|Iceberg. (Credit: © kathoo17 / Fotolia)|
Economic modelling shows that the methane emissions caused by shrinking sea ice from just one area of the Arctic could come with a global price tag of 60 trillion dollars -- the size of the world economy in 2012.
Writing in a Comment piece in the journal, Nature, academics argue that a significant release of methane from thawing permafrost in the Arctic could have dire implications for the world's economy. The researchers, from Cambridge and Rotterdam, have for the first time calculated the potential economic impact of a scenario some scientists consider increasingly likely -- that methane from the East Siberian Sea will be emitted as a result of the thaw.
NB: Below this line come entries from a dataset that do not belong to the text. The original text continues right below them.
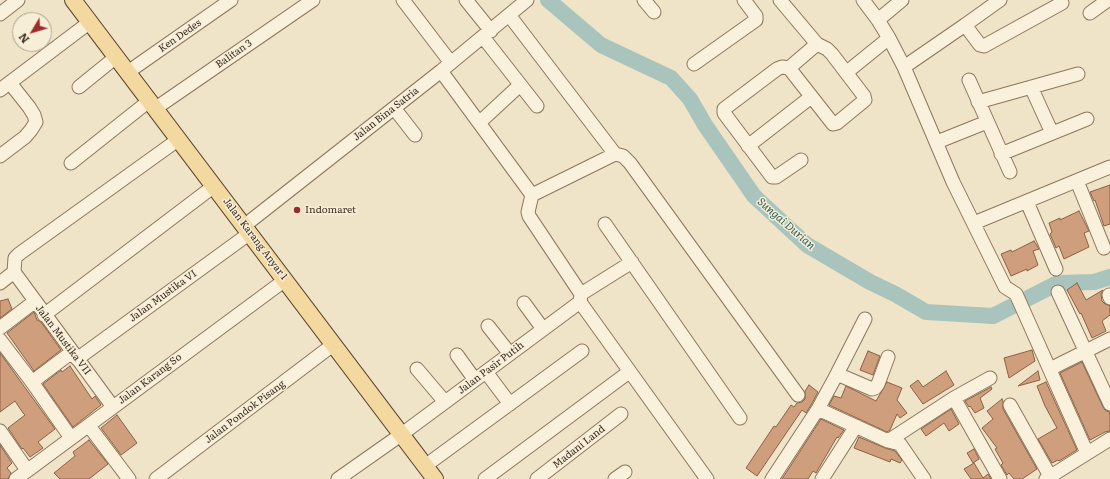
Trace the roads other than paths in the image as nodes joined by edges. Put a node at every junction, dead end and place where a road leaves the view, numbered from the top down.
1 (18, 0) edge
2 (74, 0) edge
3 (231, 0) edge
4 (313, 0) edge
5 (403, 0) edge
6 (466, 0) edge
7 (527, 0) edge
8 (644, 0) edge
9 (745, 0) edge
10 (780, 0) edge
11 (863, 0) edge
12 (902, 0) edge
13 (1000, 0) edge
14 (1108, 0) edge
15 (1062, 3) dead end
16 (654, 12) dead end
17 (1090, 13) dead end
18 (0, 14) edge
19 (509, 15) junction
20 (878, 20) junction
21 (90, 22) junction
22 (964, 25) junction
23 (487, 34) junction
24 (889, 38) junction
25 (817, 44) junction
26 (116, 57) junction
27 (694, 64) dead end
28 (446, 67) junction
29 (904, 67) junction
30 (789, 68) junction
31 (128, 72) junction
32 (847, 72) junction
33 (1078, 74) dead end
34 (969, 80) dead end
35 (520, 85) junction
36 (5, 87) edge
37 (79, 87) dead end
38 (1032, 87) junction
39 (811, 97) junction
40 (978, 102) junction
41 (153, 105) junction
42 (537, 106) dead end
43 (394, 108) junction
44 (1087, 119) dead end
45 (480, 122) junction
46 (987, 122) junction
47 (1052, 133) junction
48 (415, 135) dead end
49 (179, 139) junction
50 (937, 142) junction
51 (748, 146) junction
52 (615, 154) junction
53 (1001, 154) junction
54 (0, 156) edge
55 (801, 160) dead end
56 (70, 163) dead end
57 (1110, 167) edge
58 (1010, 172) dead end
59 (1077, 181) junction
60 (214, 186) junction
61 (532, 195) junction
62 (1027, 202) junction
63 (605, 224) dead end
64 (974, 224) junction
65 (247, 229) junction
66 (1104, 248) dead end
67 (632, 262) junction
68 (1056, 269) dead end
69 (14, 272) junction
70 (285, 280) junction
71 (0, 283) edge
72 (1058, 292) dead end
73 (580, 298) junction
74 (34, 302) junction
75 (524, 303) dead end
76 (44, 314) junction
77 (865, 319) dead end
78 (488, 326) dead end
79 (0, 328) edge
80 (543, 329) junction
81 (1110, 339) edge
82 (0, 340) edge
83 (334, 344) junction
84 (1085, 351) junction
85 (582, 352) dead end
86 (510, 354) junction
87 (457, 355) dead end
88 (75, 356) junction
89 (888, 357) dead end
90 (417, 369) dead end
91 (1050, 369) junction
92 (486, 372) junction
93 (629, 372) junction
94 (837, 374) junction
95 (990, 378) dead end
96 (475, 380) junction
97 (32, 382) junction
98 (798, 395) dead end
99 (954, 398) junction
100 (445, 402) junction
101 (510, 404) junction
102 (1110, 404) edge
103 (1010, 405) dead end
104 (113, 407) junction
105 (818, 409) junction
106 (621, 414) dead end
107 (740, 418) dead end
108 (89, 426) junction
109 (856, 426) junction
110 (0, 431) edge
111 (402, 434) junction
112 (71, 438) junction
113 (1110, 439) edge
114 (888, 441) junction
115 (1087, 453) junction
116 (425, 466) junction
117 (27, 470) junction
118 (1048, 478) edge
119 (16, 479) edge
120 (129, 479) edge
121 (156, 479) edge
122 (338, 479) edge
123 (435, 479) edge
124 (485, 479) edge
125 (537, 479) edge
126 (707, 479) edge
127 (772, 479) edge
128 (822, 479) edge
129 (924, 479) edge
130 (1000, 479) edge

1 - 18 street
2 - 21 main road, Jalan Karang Anyar 1
3 - 31 street, Ken Dedes
4 - 41 street, Balitan 3
5 - 28 street
6 - 23 street
7 - 19 street, Jalan Bina Satria
8 - 16 street
9 - 27 street
10 - 25 street
11 - 20 street
12 - 20 street
13 - 22 street
14 - 17 street
15 - 22 street
19 - 23 street, Jalan Bina Satria
19 - 52 street
20 - 24 street
21 - 26 main road, Jalan Karang Anyar 1
21 - 36 street
22 - 29 street
23 - 28 street, Jalan Bina Satria
23 - 35 street
24 - 29 street
24 - 32 street
25 - 30 street
25 - 32 street
26 - 31 main road, Jalan Karang Anyar 1
26 - 37 street
28 - 43 street, Jalan Bina Satria
28 - 45 street
29 - 50 street
30 - 39 street
30 - 51 street
31 - 41 main road, Jalan Karang Anyar 1
32 - 39 street
33 - 38 street
34 - 40 street
35 - 42 street
35 - 45 street
36 - 54 street
38 - 40 street
38 - 47 street
39 - 51 street
40 - 46 street
41 - 49 main road, Jalan Karang Anyar 1
41 - 56 street, Balitan 3
43 - 48 street
43 - 65 street, Jalan Bina Satria
44 - 47 street
45 - 61 street
46 - 50 street
46 - 53 street
47 - 53 street
49 - 60 main road, Jalan Karang Anyar 1
49 - 69 street
50 - 64 street
51 - 55 street
52 - 61 street
52 - 98 street
53 - 58 street
57 - 59 street
59 - 62 street
59 - 66 street
60 - 65 main road, Jalan Karang Anyar 1
60 - 76 street
61 - 73 street
62 - 64 street
62 - 68 street
63 - 67 street
64 - 91 street
65 - 70 main road, Jalan Karang Anyar 1
65 - 88 street, Jalan Mustika VI
67 - 73 street, Jalan Pasir Putih
67 - 107 street
69 - 71 street
69 - 74 street, Jalan Mustika VII
70 - 83 main road, Jalan Karang Anyar 1
70 - 104 street, Jalan Karang So
72 - 84 street
73 - 80 street, Jalan Pasir Putih
73 - 93 street
74 - 76 street, Jalan Mustika VII
74 - 79 street
75 - 80 street
76 - 88 street, Jalan Mustika VII
77 - 94 street
78 - 86 street
80 - 86 street, Jalan Pasir Putih
81 - 84 street
82 - 97 street
83 - 111 main road, Jalan Karang Anyar 1
83 - 121 street, Jalan Pondok Pisang
84 - 91 street
84 - 102 street
85 - 101 street
86 - 92 street, Jalan Pasir Putih
87 - 96 street
88 - 97 street, Jalan Mustika VI
88 - 104 street, Jalan Mustika VII
89 - 94 street
90 - 100 street
91 - 115 street
92 - 96 street, Jalan Pasir Putih
92 - 101 street
93 - 124 street
93 - 126 street
94 - 105 street
95 - 99 street
96 - 100 street, Jalan Pasir Putih
97 - 112 street
99 - 114 street
99 - 130 street
100 - 111 street, Jalan Pasir Putih
101 - 116 street
103 - 118 street
104 - 108 street, Jalan Karang So
105 - 109 street
105 - 127 street
106 - 125 street, Madani Land
108 - 112 street, Jalan Karang So
108 - 120 street
109 - 114 street
109 - 128 street
110 - 117 street
111 - 116 main road, Jalan Karang Anyar 1
111 - 122 street, Jalan Pasir Putih
112 - 117 street, Jalan Karang So
113 - 115 street
114 - 129 street
115 - 118 street
116 - 123 main road, Jalan Karang Anyar 1
117 - 119 street, Jalan Karang So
This constitutes just a fraction of the vast reservoirs of methane in the Arctic, but scientists believe that the release of even a small proportion of these reserves could trigger possibly catastrophic climate change. According to the new assessment, the emission of methane below the East Siberian Sea alone would also have a mean global impact of 60 trillion dollars.
The ground-breaking Comment piece was co-authored by Gail Whiteman, from Erasmus University; Chris Hope, Reader in Policy Modelling at Cambridge Judge Business School, University of Cambridge; and Peter Wadhams, Professor of Ocean physics at the University of Cambridge.
"The global impact of a warming Arctic is an economic time-bomb," Whiteman, who is Professor of sustainability, management and climate change at Rotterdam School of Management, Erasmus University (RSM), said.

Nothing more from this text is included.